Dataset entries:
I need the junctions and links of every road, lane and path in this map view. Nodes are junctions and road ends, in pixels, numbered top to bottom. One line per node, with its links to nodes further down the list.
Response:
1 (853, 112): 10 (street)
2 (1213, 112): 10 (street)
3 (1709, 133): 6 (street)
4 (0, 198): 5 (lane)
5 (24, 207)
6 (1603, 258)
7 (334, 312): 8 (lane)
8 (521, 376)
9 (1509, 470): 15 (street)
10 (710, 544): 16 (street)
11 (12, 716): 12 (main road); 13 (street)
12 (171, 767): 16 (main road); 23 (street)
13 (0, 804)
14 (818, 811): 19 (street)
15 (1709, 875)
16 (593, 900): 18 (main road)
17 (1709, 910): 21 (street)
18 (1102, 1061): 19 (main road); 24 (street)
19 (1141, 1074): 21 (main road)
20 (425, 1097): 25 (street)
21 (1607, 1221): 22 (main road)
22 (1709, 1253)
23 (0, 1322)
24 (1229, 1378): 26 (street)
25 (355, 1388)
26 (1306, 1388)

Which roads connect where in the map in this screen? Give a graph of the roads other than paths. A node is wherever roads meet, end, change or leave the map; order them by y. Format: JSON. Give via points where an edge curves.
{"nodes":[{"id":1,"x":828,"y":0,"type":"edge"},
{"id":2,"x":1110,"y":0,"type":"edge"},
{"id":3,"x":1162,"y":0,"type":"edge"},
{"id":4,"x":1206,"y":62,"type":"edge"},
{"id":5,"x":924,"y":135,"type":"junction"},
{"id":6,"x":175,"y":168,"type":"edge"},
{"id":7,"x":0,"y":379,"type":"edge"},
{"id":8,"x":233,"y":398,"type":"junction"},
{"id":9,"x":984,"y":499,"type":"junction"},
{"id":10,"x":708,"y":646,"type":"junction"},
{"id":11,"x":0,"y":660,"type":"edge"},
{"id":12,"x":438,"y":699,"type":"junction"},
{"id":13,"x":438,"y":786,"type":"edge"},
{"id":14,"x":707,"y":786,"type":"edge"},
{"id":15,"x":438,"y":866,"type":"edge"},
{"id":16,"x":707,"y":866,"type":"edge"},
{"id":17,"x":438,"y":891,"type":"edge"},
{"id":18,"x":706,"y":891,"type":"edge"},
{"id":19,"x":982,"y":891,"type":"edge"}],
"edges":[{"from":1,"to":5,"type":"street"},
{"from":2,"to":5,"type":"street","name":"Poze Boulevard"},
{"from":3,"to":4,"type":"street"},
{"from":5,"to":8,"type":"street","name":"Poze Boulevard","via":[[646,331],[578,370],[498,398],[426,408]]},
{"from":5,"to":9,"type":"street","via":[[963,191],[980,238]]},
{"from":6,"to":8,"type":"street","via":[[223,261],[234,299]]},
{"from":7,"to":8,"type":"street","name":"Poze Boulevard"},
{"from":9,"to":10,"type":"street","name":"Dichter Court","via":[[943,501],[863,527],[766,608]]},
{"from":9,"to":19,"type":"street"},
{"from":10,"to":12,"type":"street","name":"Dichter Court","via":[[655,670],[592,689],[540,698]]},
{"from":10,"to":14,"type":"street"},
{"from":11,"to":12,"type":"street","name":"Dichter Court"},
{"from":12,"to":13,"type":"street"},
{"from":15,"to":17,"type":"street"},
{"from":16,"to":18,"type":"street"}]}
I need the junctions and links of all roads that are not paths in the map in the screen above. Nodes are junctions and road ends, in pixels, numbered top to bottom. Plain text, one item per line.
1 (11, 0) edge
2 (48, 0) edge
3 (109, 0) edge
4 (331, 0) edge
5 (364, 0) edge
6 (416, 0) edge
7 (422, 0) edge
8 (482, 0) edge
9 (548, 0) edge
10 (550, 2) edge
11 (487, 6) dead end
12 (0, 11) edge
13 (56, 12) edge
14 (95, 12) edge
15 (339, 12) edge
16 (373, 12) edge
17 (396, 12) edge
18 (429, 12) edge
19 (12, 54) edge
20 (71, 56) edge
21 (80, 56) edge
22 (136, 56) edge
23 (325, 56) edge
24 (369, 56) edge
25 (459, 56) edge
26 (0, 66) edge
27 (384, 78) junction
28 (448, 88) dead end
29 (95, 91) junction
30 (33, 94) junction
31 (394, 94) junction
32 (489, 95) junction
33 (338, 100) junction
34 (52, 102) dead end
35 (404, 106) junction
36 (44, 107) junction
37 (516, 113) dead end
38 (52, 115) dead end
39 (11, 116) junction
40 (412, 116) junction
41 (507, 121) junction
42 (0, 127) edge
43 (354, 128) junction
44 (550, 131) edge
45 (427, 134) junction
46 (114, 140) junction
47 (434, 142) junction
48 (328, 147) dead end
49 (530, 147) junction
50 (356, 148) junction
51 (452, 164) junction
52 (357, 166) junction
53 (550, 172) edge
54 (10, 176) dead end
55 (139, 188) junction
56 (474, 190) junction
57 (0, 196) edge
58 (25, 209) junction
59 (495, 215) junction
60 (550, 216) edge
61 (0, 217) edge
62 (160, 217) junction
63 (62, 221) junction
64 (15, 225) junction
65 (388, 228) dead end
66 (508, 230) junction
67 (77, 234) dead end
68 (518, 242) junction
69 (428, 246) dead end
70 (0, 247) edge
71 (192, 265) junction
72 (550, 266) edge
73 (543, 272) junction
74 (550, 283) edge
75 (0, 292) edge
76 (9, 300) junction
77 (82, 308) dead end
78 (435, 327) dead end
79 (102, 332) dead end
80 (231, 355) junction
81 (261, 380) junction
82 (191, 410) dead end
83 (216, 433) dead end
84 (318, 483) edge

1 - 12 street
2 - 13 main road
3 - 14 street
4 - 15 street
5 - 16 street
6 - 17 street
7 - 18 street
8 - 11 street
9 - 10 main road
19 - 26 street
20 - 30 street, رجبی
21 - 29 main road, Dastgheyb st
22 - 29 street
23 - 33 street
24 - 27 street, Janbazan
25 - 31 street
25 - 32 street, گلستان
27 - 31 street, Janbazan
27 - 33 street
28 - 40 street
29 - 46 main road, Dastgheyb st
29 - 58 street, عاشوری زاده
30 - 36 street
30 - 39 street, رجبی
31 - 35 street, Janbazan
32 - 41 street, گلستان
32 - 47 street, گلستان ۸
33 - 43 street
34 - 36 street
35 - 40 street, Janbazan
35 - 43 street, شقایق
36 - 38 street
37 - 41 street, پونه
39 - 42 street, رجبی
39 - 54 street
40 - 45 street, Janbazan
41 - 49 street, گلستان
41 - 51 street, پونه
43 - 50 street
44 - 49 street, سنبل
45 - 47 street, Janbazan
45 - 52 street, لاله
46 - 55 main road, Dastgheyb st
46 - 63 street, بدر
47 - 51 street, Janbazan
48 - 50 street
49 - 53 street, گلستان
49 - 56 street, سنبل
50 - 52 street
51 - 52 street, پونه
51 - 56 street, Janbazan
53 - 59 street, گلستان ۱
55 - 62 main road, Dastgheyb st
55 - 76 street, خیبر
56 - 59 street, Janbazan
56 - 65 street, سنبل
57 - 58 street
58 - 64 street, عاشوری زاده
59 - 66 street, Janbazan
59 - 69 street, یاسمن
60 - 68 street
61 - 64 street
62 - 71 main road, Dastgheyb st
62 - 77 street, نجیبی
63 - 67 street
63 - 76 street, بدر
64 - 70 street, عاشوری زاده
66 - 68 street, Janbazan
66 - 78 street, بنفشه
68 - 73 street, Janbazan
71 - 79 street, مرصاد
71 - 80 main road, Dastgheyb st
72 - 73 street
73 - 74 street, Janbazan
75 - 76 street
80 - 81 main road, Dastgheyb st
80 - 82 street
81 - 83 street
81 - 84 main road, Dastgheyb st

HOW TO COMPLETE THIS TASK: I would like the records restated exactly, with every line intact.

RESPONSE:
I need the junctions and links of every road, lane and path in this map view. Nodes are junctions and road ends, in pixels, numbered top to bottom. One line per node, with its links to nodes further down the list.
Response:
1 (853, 112): 10 (street)
2 (1213, 112): 10 (street)
3 (1709, 133): 6 (street)
4 (0, 198): 5 (lane)
5 (24, 207)
6 (1603, 258)
7 (334, 312): 8 (lane)
8 (521, 376)
9 (1509, 470): 15 (street)
10 (710, 544): 16 (street)
11 (12, 716): 12 (main road); 13 (street)
12 (171, 767): 16 (main road); 23 (street)
13 (0, 804)
14 (818, 811): 19 (street)
15 (1709, 875)
16 (593, 900): 18 (main road)
17 (1709, 910): 21 (street)
18 (1102, 1061): 19 (main road); 24 (street)
19 (1141, 1074): 21 (main road)
20 (425, 1097): 25 (street)
21 (1607, 1221): 22 (main road)
22 (1709, 1253)
23 (0, 1322)
24 (1229, 1378): 26 (street)
25 (355, 1388)
26 (1306, 1388)

Which roads connect where in the map in this screen? Give a graph of the roads other than paths. A node is wherever roads meet, end, change or leave the map; order them by y. Format: JSON. Give via points where an edge curves.
{"nodes":[{"id":1,"x":828,"y":0,"type":"edge"},
{"id":2,"x":1110,"y":0,"type":"edge"},
{"id":3,"x":1162,"y":0,"type":"edge"},
{"id":4,"x":1206,"y":62,"type":"edge"},
{"id":5,"x":924,"y":135,"type":"junction"},
{"id":6,"x":175,"y":168,"type":"edge"},
{"id":7,"x":0,"y":379,"type":"edge"},
{"id":8,"x":233,"y":398,"type":"junction"},
{"id":9,"x":984,"y":499,"type":"junction"},
{"id":10,"x":708,"y":646,"type":"junction"},
{"id":11,"x":0,"y":660,"type":"edge"},
{"id":12,"x":438,"y":699,"type":"junction"},
{"id":13,"x":438,"y":786,"type":"edge"},
{"id":14,"x":707,"y":786,"type":"edge"},
{"id":15,"x":438,"y":866,"type":"edge"},
{"id":16,"x":707,"y":866,"type":"edge"},
{"id":17,"x":438,"y":891,"type":"edge"},
{"id":18,"x":706,"y":891,"type":"edge"},
{"id":19,"x":982,"y":891,"type":"edge"}],
"edges":[{"from":1,"to":5,"type":"street"},
{"from":2,"to":5,"type":"street","name":"Poze Boulevard"},
{"from":3,"to":4,"type":"street"},
{"from":5,"to":8,"type":"street","name":"Poze Boulevard","via":[[646,331],[578,370],[498,398],[426,408]]},
{"from":5,"to":9,"type":"street","via":[[963,191],[980,238]]},
{"from":6,"to":8,"type":"street","via":[[223,261],[234,299]]},
{"from":7,"to":8,"type":"street","name":"Poze Boulevard"},
{"from":9,"to":10,"type":"street","name":"Dichter Court","via":[[943,501],[863,527],[766,608]]},
{"from":9,"to":19,"type":"street"},
{"from":10,"to":12,"type":"street","name":"Dichter Court","via":[[655,670],[592,689],[540,698]]},
{"from":10,"to":14,"type":"street"},
{"from":11,"to":12,"type":"street","name":"Dichter Court"},
{"from":12,"to":13,"type":"street"},
{"from":15,"to":17,"type":"street"},
{"from":16,"to":18,"type":"street"}]}
I need the junctions and links of all roads that are not paths in the map in the screen above. Nodes are junctions and road ends, in pixels, numbered top to bottom. Plain text, one item per line.
1 (11, 0) edge
2 (48, 0) edge
3 (109, 0) edge
4 (331, 0) edge
5 (364, 0) edge
6 (416, 0) edge
7 (422, 0) edge
8 (482, 0) edge
9 (548, 0) edge
10 (550, 2) edge
11 (487, 6) dead end
12 (0, 11) edge
13 (56, 12) edge
14 (95, 12) edge
15 (339, 12) edge
16 (373, 12) edge
17 (396, 12) edge
18 (429, 12) edge
19 (12, 54) edge
20 (71, 56) edge
21 (80, 56) edge
22 (136, 56) edge
23 (325, 56) edge
24 (369, 56) edge
25 (459, 56) edge
26 (0, 66) edge
27 (384, 78) junction
28 (448, 88) dead end
29 (95, 91) junction
30 (33, 94) junction
31 (394, 94) junction
32 (489, 95) junction
33 (338, 100) junction
34 (52, 102) dead end
35 (404, 106) junction
36 (44, 107) junction
37 (516, 113) dead end
38 (52, 115) dead end
39 (11, 116) junction
40 (412, 116) junction
41 (507, 121) junction
42 (0, 127) edge
43 (354, 128) junction
44 (550, 131) edge
45 (427, 134) junction
46 (114, 140) junction
47 (434, 142) junction
48 (328, 147) dead end
49 (530, 147) junction
50 (356, 148) junction
51 (452, 164) junction
52 (357, 166) junction
53 (550, 172) edge
54 (10, 176) dead end
55 (139, 188) junction
56 (474, 190) junction
57 (0, 196) edge
58 (25, 209) junction
59 (495, 215) junction
60 (550, 216) edge
61 (0, 217) edge
62 (160, 217) junction
63 (62, 221) junction
64 (15, 225) junction
65 (388, 228) dead end
66 (508, 230) junction
67 (77, 234) dead end
68 (518, 242) junction
69 (428, 246) dead end
70 (0, 247) edge
71 (192, 265) junction
72 (550, 266) edge
73 (543, 272) junction
74 (550, 283) edge
75 (0, 292) edge
76 (9, 300) junction
77 (82, 308) dead end
78 (435, 327) dead end
79 (102, 332) dead end
80 (231, 355) junction
81 (261, 380) junction
82 (191, 410) dead end
83 (216, 433) dead end
84 (318, 483) edge

1 - 12 street
2 - 13 main road
3 - 14 street
4 - 15 street
5 - 16 street
6 - 17 street
7 - 18 street
8 - 11 street
9 - 10 main road
19 - 26 street
20 - 30 street, رجبی
21 - 29 main road, Dastgheyb st
22 - 29 street
23 - 33 street
24 - 27 street, Janbazan
25 - 31 street
25 - 32 street, گلستان
27 - 31 street, Janbazan
27 - 33 street
28 - 40 street
29 - 46 main road, Dastgheyb st
29 - 58 street, عاشوری زاده
30 - 36 street
30 - 39 street, رجبی
31 - 35 street, Janbazan
32 - 41 street, گلستان
32 - 47 street, گلستان ۸
33 - 43 street
34 - 36 street
35 - 40 street, Janbazan
35 - 43 street, شقایق
36 - 38 street
37 - 41 street, پونه
39 - 42 street, رجبی
39 - 54 street
40 - 45 street, Janbazan
41 - 49 street, گلستان
41 - 51 street, پونه
43 - 50 street
44 - 49 street, سنبل
45 - 47 street, Janbazan
45 - 52 street, لاله
46 - 55 main road, Dastgheyb st
46 - 63 street, بدر
47 - 51 street, Janbazan
48 - 50 street
49 - 53 street, گلستان
49 - 56 street, سنبل
50 - 52 street
51 - 52 street, پونه
51 - 56 street, Janbazan
53 - 59 street, گلستان ۱
55 - 62 main road, Dastgheyb st
55 - 76 street, خیبر
56 - 59 street, Janbazan
56 - 65 street, سنبل
57 - 58 street
58 - 64 street, عاشوری زاده
59 - 66 street, Janbazan
59 - 69 street, یاسمن
60 - 68 street
61 - 64 street
62 - 71 main road, Dastgheyb st
62 - 77 street, نجیبی
63 - 67 street
63 - 76 street, بدر
64 - 70 street, عاشوری زاده
66 - 68 street, Janbazan
66 - 78 street, بنفشه
68 - 73 street, Janbazan
71 - 79 street, مرصاد
71 - 80 main road, Dastgheyb st
72 - 73 street
73 - 74 street, Janbazan
75 - 76 street
80 - 81 main road, Dastgheyb st
80 - 82 street
81 - 83 street
81 - 84 main road, Dastgheyb st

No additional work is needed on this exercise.